第五十八話 タイガの一番長い日の終わり+第二章エピローグ

 夜になると、アルファンを筆頭に興奮した貴族たちが、グランドホーネットへ押し寄せて大変だった。

 何せチャリティー見学会の途中に襲撃にあったこともあって、無碍に追い返すわけにもいかない。


 更に騒動を聞きつけたアスナロ村の奥さん連中も、ちびっ子連れて総出で駆けつけて来ていたし、間近で魔族の撃退を目撃していた数万近い群集の興奮は治まる気配が無く、艦の周囲で勝手に祝勝会を開いて盛り上がる始末だ。


 そんな訳で急遽グランドホーネットの甲板でも、貴族と関係者を中心にパーティーを開くことに。

 この時点で既に上へ下への大騒ぎだったのだが、止めと言わんばかりにアルファンから連絡を受けた、国王とオクセンシェルナまでもがダンドリオンから駆けつけてくるわ、サウザンドロル領領都からはジュリアンと次期領主も加わるわの大賑わいだった。


 そんな国王や貴族たちの間を、救出された子供たちを中心に村の子供たちが元気よく走り回り、婦人連中が普段着のまま配膳と給仕で忙しそうに動き回るという、シュールだがアットホームで温かい雰囲気が溢れた宴だった。

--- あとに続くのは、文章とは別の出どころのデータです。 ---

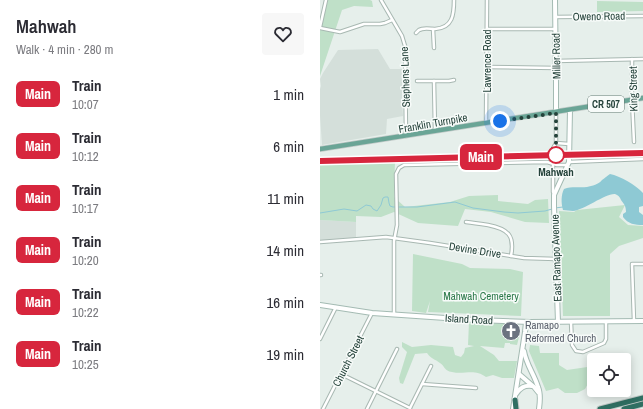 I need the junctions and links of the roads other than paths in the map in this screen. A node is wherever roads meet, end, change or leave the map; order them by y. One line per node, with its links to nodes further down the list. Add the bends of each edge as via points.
1 (325, 0): 6 (street)
2 (381, 0): 9 (street, Stephens Lane)
3 (454, 0): 11 (street, via 454,14 451,20 443,27)
4 (487, 0): 12 (street, Lawrence Road)
5 (555, 0): 8 (street, Miller Road)
6 (322, 13): 10 (street)
7 (643, 16): 8 (street, Oweno Road)
8 (555, 17): 13 (street, Miller Road)
9 (392, 20): 10 (street, via 380,24 364,24 340,32); 30 (street, Stephens Lane, via 405,46)
10 (320, 27)
11 (433, 29): 14 (street, via 422,29); 15 (street)
12 (487, 29): 13 (street); 19 (street, Lawrence Road)
13 (556, 29): 18 (street, Miller Road)
14 (416, 33)
15 (434, 48)
16 (632, 59): 17 (street); 18 (street); 25 (street, King Street)
17 (643, 59)
18 (556, 61): 20 (street, Miller Road)
19 (487, 67): 20 (street); 28 (street, Lawrence Road)
20 (556, 68): 27 (street, Miller Road)
21 (454, 80): 23 (street)
22 (417, 81): 23 (street)
23 (434, 81): 29 (street)
24 (643, 98): 25 (main road, Franklin Turnpike / CR 507)
25 (632, 100): 26 (main road, Franklin Turnpike / CR 507); 31 (street, King Street)
26 (570, 110): 27 (main road, Franklin Turnpike / CR 507); 33 (street)
27 (556, 113): 28 (main road, Franklin Turnpike / CR 507); 32 (street)
28 (486, 122): 29 (main road, Franklin Turnpike / CR 507)
29 (435, 131): 30 (main road, Franklin Turnpike / CR 507)
30 (406, 136): 34 (main road, Franklin Turnpike / CR 507)
31 (634, 142)
32 (556, 144): 33 (street); 35 (street)
33 (570, 144): 37 (street)
34 (320, 150)
35 (552, 150)
36 (643, 159): 37 (street)
37 (569, 163): 38 (street); 39 (street)
38 (553, 165): 39 (street); 41 (street, via 547,162 404,165 396,174 397,225)
39 (554, 194): 44 (street, East Ramapo Avenue)
40 (466, 222): 43 (street, via 498,227 505,231 512,241)
41 (394, 237): 42 (street, Devine Drive); 43 (street, Devine Drive); 49 (street)
42 (320, 242)
43 (511, 256): 44 (street, Devine Drive)
44 (556, 258): 52 (street, East Ramapo Avenue)
45 (643, 264): 50 (street, via 632,264)
46 (320, 304): 47 (street, Island Road)
47 (336, 307): 48 (street, Island Road); 56 (street)
48 (372, 313): 49 (street, Island Road); 62 (street, Church Street)
49 (394, 315): 51 (street, Island Road)
50 (634, 321): 54 (street, Island Road); 55 (street, Island Road)
51 (526, 322): 52 (street, Island Road); 57 (street)
52 (558, 322): 53 (street, Island Road)
53 (572, 322): 54 (street, Island Road); 54 (street, via 572,345 574,349 584,352 604,343)
54 (606, 322)
55 (643, 322)
56 (320, 339)
57 (523, 347): 60 (street); 61 (street)
58 (397, 348): 66 (street)
59 (431, 366): 63 (street)
60 (519, 372): 61 (street, via 526,369); 64 (street); 68 (street)
61 (531, 372): 67 (street)
62 (341, 374): 66 (street); 72 (street, Church Street)
63 (422, 384): 65 (street); 71 (street)
64 (533, 386): 67 (street); 68 (street, via 524,386)
65 (476, 388)
66 (375, 391): 71 (street); 73 (street)
67 (540, 394): 75 (street)
68 (515, 397): 74 (highway)
69 (643, 398): 76 (highway)
70 (643, 404): 77 (highway)
71 (410, 408)
72 (323, 409)
73 (366, 409)
74 (515, 409)
75 (539, 409)
76 (600, 409)
77 (624, 409)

 やはりアルファンと貴族たちは、間近で初めて見た魔族撃退の興奮が収まらないらしく、俺とエマリィを始めとするマイケルベイ爆裂団メンバーは質問攻めに会い、その横では間近で見ることが出来なかった国王とオクセンシェルナが、悔しそうに地団駄を踏んでいるのが可笑しかった。


 ちなみに飛行魔法の類が失われている現代に於いて、それに近いことを成し遂げたエマリィの天河の写本オクシュリュンコス・パピルスは相当にインパクトを与えたようで、貴族の中の誰かが言い出した「天翔ける魔法使い」という賛辞は、その後エマリィの二つ名として国中へ知れ渡っていくことになるのはまた別のお話。

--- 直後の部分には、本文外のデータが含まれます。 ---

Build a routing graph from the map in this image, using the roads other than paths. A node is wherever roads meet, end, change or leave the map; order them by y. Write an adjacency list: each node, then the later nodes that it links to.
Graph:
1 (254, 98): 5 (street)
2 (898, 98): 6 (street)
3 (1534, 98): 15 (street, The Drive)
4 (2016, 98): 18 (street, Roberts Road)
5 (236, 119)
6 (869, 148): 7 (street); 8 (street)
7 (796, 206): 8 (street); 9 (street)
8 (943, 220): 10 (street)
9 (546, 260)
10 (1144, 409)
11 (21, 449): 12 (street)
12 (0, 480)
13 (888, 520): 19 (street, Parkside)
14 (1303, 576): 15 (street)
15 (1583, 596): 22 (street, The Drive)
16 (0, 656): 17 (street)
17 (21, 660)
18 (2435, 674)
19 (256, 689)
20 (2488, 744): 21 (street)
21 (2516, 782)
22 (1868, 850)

 そんな感じに宴は真夜中過ぎまで続き、甲板では貴族たちや兵士、村の婦人や子供たちが焚き火の周りで車座になって眠りこけていた。

 その中にハティが王様とオクセンシャルナの二人を、ヘッドロックしたまま豪快に鼾を掻いているという、打ち首確定級の姿を見つけたりしたのだが、とりあえず何も見なかったことにしてスルーしておいた。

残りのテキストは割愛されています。